The post hoc analysis published in JAMA Dermatology studied the safety and efficacy of tralokinumab in adults aged 65 and older.
Tralokinumab was found to be safe, well-tolerated, and effective in older adult patients with moderate-to-severe atopic dermatitis, according to a study published by Merola et al in JAMA Dermatology.1 The study authors completed a secondary analysis of the 3 phase 3 clinical trials, ECZTRA 1, 2, and 3 to better understand whether tralokinumab was tolerated among patients aged 65 and older who face unique challenges, including comorbidities, polypharmacy, and higher risk of infections.
According to the authors, older adult patients with atopic dermatitis experience a greater disease burden but are underrepresented in clinical trials. Treatment challenges can also include potential safety risks and low adherence to conventional therapies such as corticosteroids, phototherapy, and immunosuppressants.
Tralokinumab specifically targets IL-13 and showed significant improvements in Investigator’s Global Assessment (IGA) and Eczema Area and Severity Index (EASI) scores in the ECZTRA trials.
In Merola et al’s post hoc analysis, patients were separated into 3 age groups, 18 to 49 years, 50 to 64 years, and 65 years and older. Randomization was not stratified by age cutoffs. The primary efficacy end points were the proportion of patients achieving IGA 0 or 1 and the proportion of patients achieving at least 75% EASI improvement (EASI –75) at week 16. One of the key secondary efficacy end points included an itch Numeric Rating Scale (NRS) score of 4 or more points at week 16.
Safety outcomes included treatment discontinuations and the number and percentage of patients with 1 or more adverse events (AEs) at 16 weeks. Categories of AEs included any treatment-emergent AE (specifically cardiovascular outcomes), AEs of special interest, and serious AEs (SAEs).

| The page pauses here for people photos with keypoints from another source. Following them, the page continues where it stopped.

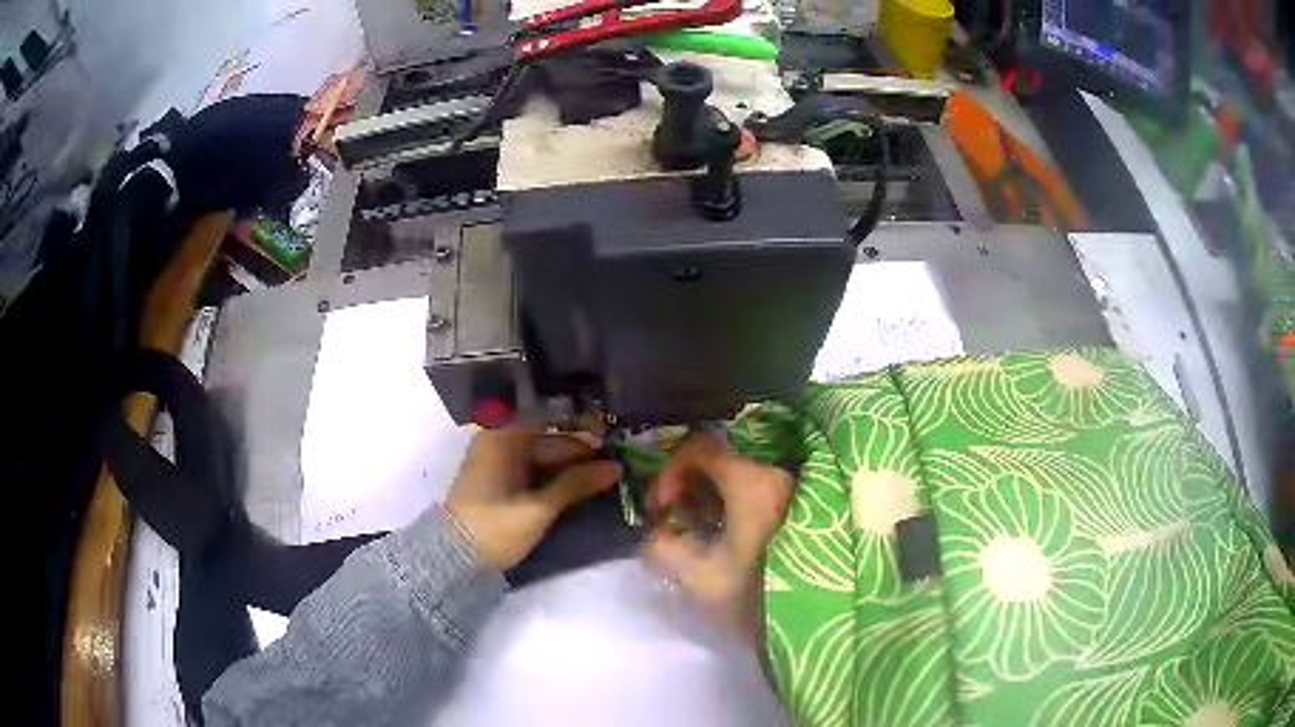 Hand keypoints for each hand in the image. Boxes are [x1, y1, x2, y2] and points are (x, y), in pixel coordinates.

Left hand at [446, 426, 621, 570]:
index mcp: (501, 439)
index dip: (581, 430)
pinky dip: (556, 479)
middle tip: (619, 462)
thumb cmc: (495, 527)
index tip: (613, 437)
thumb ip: (576, 485)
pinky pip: (534, 473)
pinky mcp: (500, 485)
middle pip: (547, 442)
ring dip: (571, 469)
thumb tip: (616, 468)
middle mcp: (498, 444)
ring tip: (608, 475)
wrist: (455, 560)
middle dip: (580, 454)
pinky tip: (582, 486)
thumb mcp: (538, 508)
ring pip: (543, 459)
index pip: (549, 423)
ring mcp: (498, 465)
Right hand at [643, 433, 793, 639]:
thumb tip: (656, 532)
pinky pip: (757, 493)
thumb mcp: (698, 576)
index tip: (661, 507)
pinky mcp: (802, 508)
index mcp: (751, 481)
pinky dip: (733, 507)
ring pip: (739, 477)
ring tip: (697, 534)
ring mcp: (794, 490)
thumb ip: (662, 548)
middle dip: (688, 486)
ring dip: (711, 498)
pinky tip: (725, 539)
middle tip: (674, 520)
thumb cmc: (756, 594)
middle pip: (719, 461)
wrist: (817, 619)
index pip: (698, 448)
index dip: (669, 472)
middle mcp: (776, 474)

Of the 104 older adult patients included in the post hoc analysis, 75 were treated with tralokinumab and 29 were treated with placebo. The mean age of the 65 years or older group in the ECZTRA trials ranged from 70 to 73 years, the mean body surface area was 38.8% to 50.2%, and the weekly average worst daily pruritus NRS was 7 to 8. More than 56% of older patients receiving tralokinumab from the ECZTRA trials lived with polypharmacy.

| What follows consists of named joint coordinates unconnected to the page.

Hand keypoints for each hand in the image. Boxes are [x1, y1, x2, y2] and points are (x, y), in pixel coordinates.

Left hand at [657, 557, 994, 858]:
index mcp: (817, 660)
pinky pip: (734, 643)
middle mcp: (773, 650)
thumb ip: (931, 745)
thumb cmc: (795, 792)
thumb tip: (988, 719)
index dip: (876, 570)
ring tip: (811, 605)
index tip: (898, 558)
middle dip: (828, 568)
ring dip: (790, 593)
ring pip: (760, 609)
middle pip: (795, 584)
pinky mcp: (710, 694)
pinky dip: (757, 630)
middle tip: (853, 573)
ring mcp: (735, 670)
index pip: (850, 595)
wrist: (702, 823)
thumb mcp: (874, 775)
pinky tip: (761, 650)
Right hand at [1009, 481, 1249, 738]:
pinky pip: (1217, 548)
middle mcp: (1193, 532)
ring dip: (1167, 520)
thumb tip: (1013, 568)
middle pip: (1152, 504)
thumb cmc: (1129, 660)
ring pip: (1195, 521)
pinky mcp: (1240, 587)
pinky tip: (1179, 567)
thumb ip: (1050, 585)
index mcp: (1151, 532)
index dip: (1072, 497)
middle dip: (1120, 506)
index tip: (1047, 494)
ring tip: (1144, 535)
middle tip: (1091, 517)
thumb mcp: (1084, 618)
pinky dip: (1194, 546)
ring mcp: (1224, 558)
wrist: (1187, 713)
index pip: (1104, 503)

Patients who received tralokinumab had numerically fewer AEs that led to discontinuation than patients given placebo. “Three patients (4%) receiving tralokinumab and 3 (10.3%) receiving placebo experienced SAEs, with no reports of neoplasms in the placebo group and 1 in the tralokinumab group. No patients in the tralokinumab arm experienced vascular disorders; 1 patient experienced accelerated hypertension and deep vein thrombosis in the placebo group. There were no reports of herpes zoster. Additionally, no deaths were reported.”
The proportions of older adult patients who achieved EASI-75 and IGA 0/1 in ECZTRA 1, 2, and 3 at week 16 were greater in the tralokinumab group than in the placebo group. The proportion of patients who achieved a worst pruritus NRS reduction of 4 or greater in ECZTRA 1 and 2 was greater in the tralokinumab group, and in ECZTRA 3, the proportion of patients who met a worst pruritus NRS reduction of 4 or greater was similar between both arms.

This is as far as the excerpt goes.